ASSIGNMENT:
Pictures excluded, return every entry exactly, please.

INPUT RECORDS:

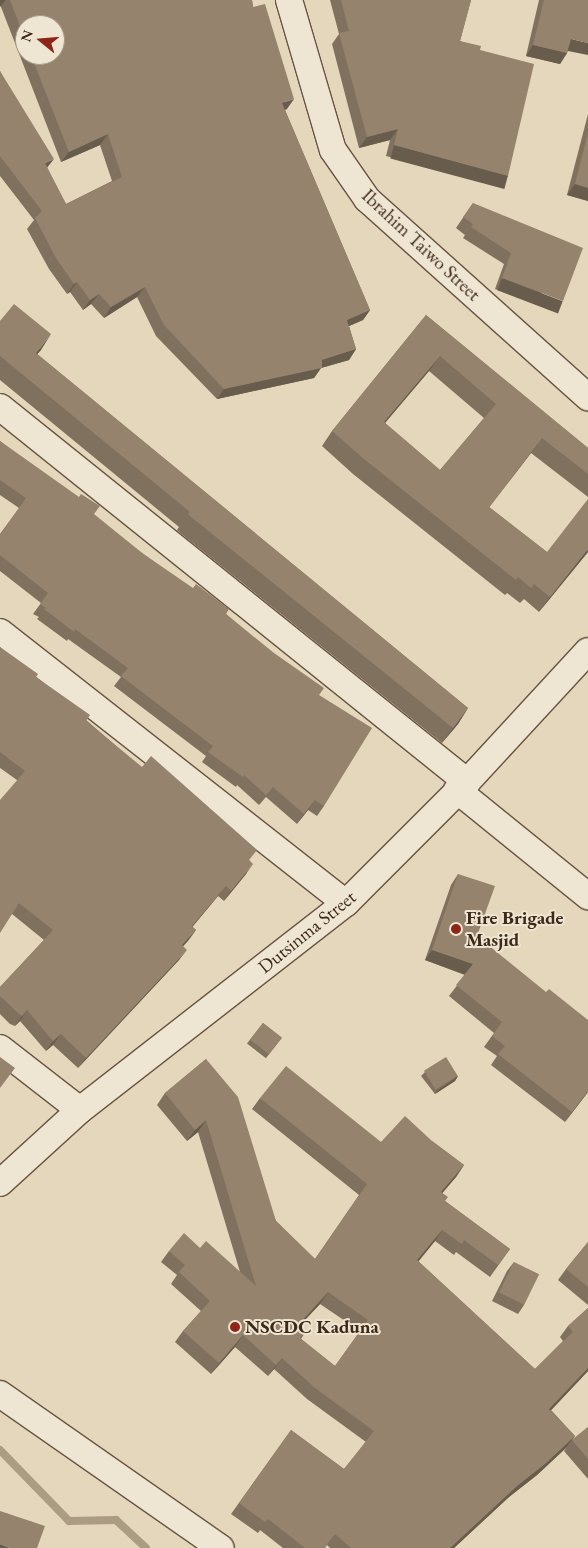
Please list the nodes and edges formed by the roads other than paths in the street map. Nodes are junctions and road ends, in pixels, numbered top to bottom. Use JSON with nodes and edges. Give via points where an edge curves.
{"nodes":[{"id":1,"x":289,"y":0,"type":"edge"},
{"id":2,"x":588,"y":397,"type":"edge"},
{"id":3,"x":0,"y":407,"type":"edge"},
{"id":4,"x":0,"y":632,"type":"edge"},
{"id":5,"x":588,"y":651,"type":"edge"},
{"id":6,"x":462,"y":786,"type":"junction"},
{"id":7,"x":588,"y":896,"type":"edge"},
{"id":8,"x":346,"y":903,"type":"junction"},
{"id":9,"x":0,"y":1048,"type":"edge"},
{"id":10,"x":80,"y":1110,"type":"junction"},
{"id":11,"x":0,"y":1183,"type":"edge"},
{"id":12,"x":0,"y":1394,"type":"edge"},
{"id":13,"x":221,"y":1548,"type":"edge"}],
"edges":[{"from":1,"to":2,"type":"street","name":"Ibrahim Taiwo Street","via":[[333,150],[367,199]]},
{"from":3,"to":6,"type":"street"},
{"from":4,"to":8,"type":"street"},
{"from":5,"to":6,"type":"street","name":"Dutsinma Street"},
{"from":6,"to":7,"type":"street"},
{"from":6,"to":8,"type":"street","name":"Dutsinma Street"},
{"from":8,"to":10,"type":"street","name":"Dutsinma Street"},
{"from":9,"to":10,"type":"street"},
{"from":10,"to":11,"type":"street","name":"Dutsinma Street"},
{"from":12,"to":13,"type":"street"}]}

FINAL ANSWER:
Please list the nodes and edges formed by the roads other than paths in the street map. Nodes are junctions and road ends, in pixels, numbered top to bottom. Use JSON with nodes and edges. Give via points where an edge curves.
{"nodes":[{"id":1,"x":289,"y":0,"type":"edge"},
{"id":2,"x":588,"y":397,"type":"edge"},
{"id":3,"x":0,"y":407,"type":"edge"},
{"id":4,"x":0,"y":632,"type":"edge"},
{"id":5,"x":588,"y":651,"type":"edge"},
{"id":6,"x":462,"y":786,"type":"junction"},
{"id":7,"x":588,"y":896,"type":"edge"},
{"id":8,"x":346,"y":903,"type":"junction"},
{"id":9,"x":0,"y":1048,"type":"edge"},
{"id":10,"x":80,"y":1110,"type":"junction"},
{"id":11,"x":0,"y":1183,"type":"edge"},
{"id":12,"x":0,"y":1394,"type":"edge"},
{"id":13,"x":221,"y":1548,"type":"edge"}],
"edges":[{"from":1,"to":2,"type":"street","name":"Ibrahim Taiwo Street","via":[[333,150],[367,199]]},
{"from":3,"to":6,"type":"street"},
{"from":4,"to":8,"type":"street"},
{"from":5,"to":6,"type":"street","name":"Dutsinma Street"},
{"from":6,"to":7,"type":"street"},
{"from":6,"to":8,"type":"street","name":"Dutsinma Street"},
{"from":8,"to":10,"type":"street","name":"Dutsinma Street"},
{"from":9,"to":10,"type":"street"},
{"from":10,"to":11,"type":"street","name":"Dutsinma Street"},
{"from":12,"to":13,"type":"street"}]}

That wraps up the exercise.